Impressive individual performances were not hard to find either, especially since Izzo is continuing to go with basically a 7-man rotation. Outside the top 7, despite holding a 22-point lead with 6-1/2 minutes left, Izzo only gave a total of 21 minutes to the rest of the team, 6 of those in garbage time.

Branden Dawson put up a fairly quiet double-double, going for 14 points and 11 rebounds. He was ineffective in the first half, scoring only 4 and missing several opportunities at the rim when it looked like he passed up possible dunks. But he turned it on in the second half and did it without committing any turnovers. He also looked more focused on defense.

MSU managed this relative offensive explosion without a big contribution from Keith Appling, who had clearly been targeted by Matt Painter for cheap-suit style coverage from Ronnie Johnson. Appling only took 6 shots, hitting 2 of them, but performed very effectively as a point guard, handling the ball under heavy pressure and logging 8 assists against only 1 turnover. The turnover problems continued to belong mainly to Denzel Valentine, who committed 4 of them against 4 assists, but he helped offset this with 11 points and 5 boards. Travis Trice had 12 points, including 2 first-half threes, and 2 assists.

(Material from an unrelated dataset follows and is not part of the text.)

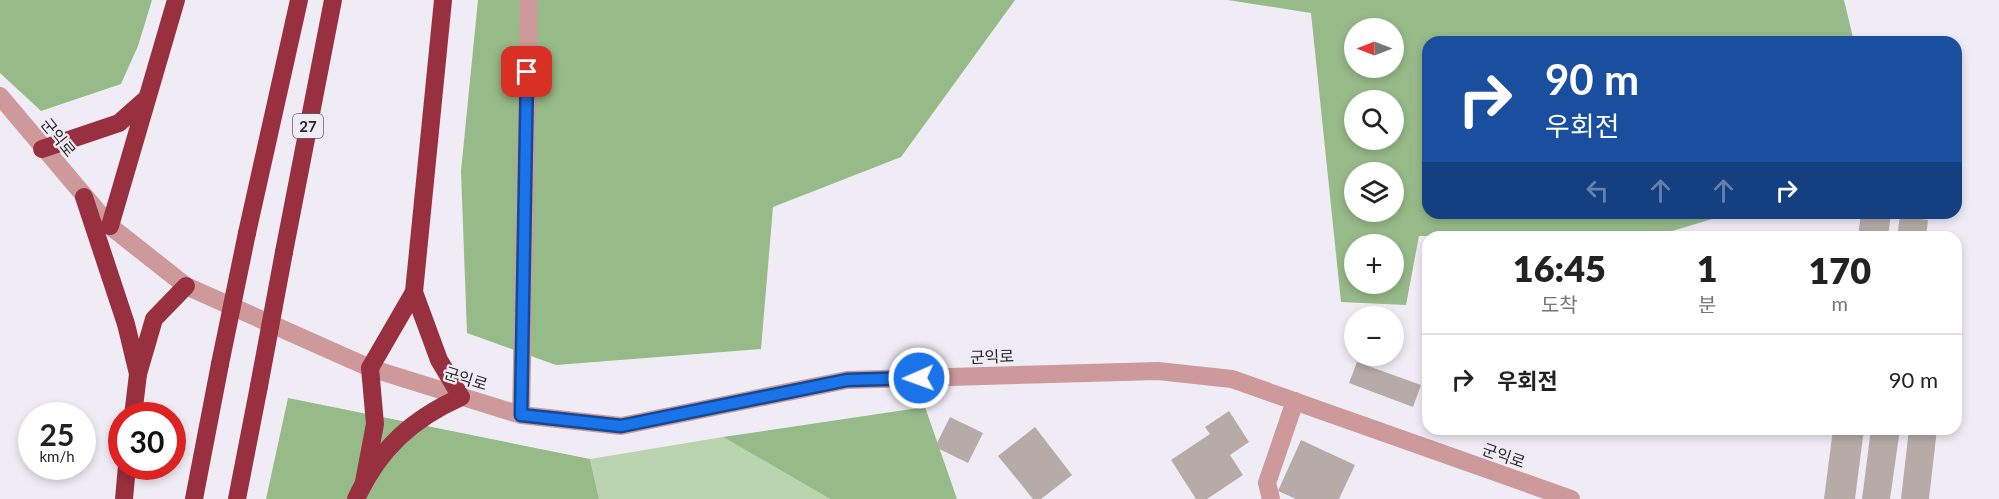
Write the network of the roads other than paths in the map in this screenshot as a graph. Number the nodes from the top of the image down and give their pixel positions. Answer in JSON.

Izzo did not get spectacular play from his bigs, but they were effective at times, despite not having an answer for Hammons. The Big Ten's leading defensive rebounder, Adreian Payne, picked up 8 more (9 total boards) in just 20 minutes. Derrick Nix feasted on Travis Carroll and struggled against Hammons on his way to 10 points and 5 rebounds. The #FreeMattCostello movement got a small boost as the freshman managed another bucket in his two minutes of court time.

All told, an encouraging performance after a disappointing loss in Minnesota. This was the first of four games the Spartans really need to have to stay in shouting distance of the conference leaders. Next up is the toughest of the four, a road game at Iowa, where Indiana just had a bit of a scare in escaping with a 4-point win.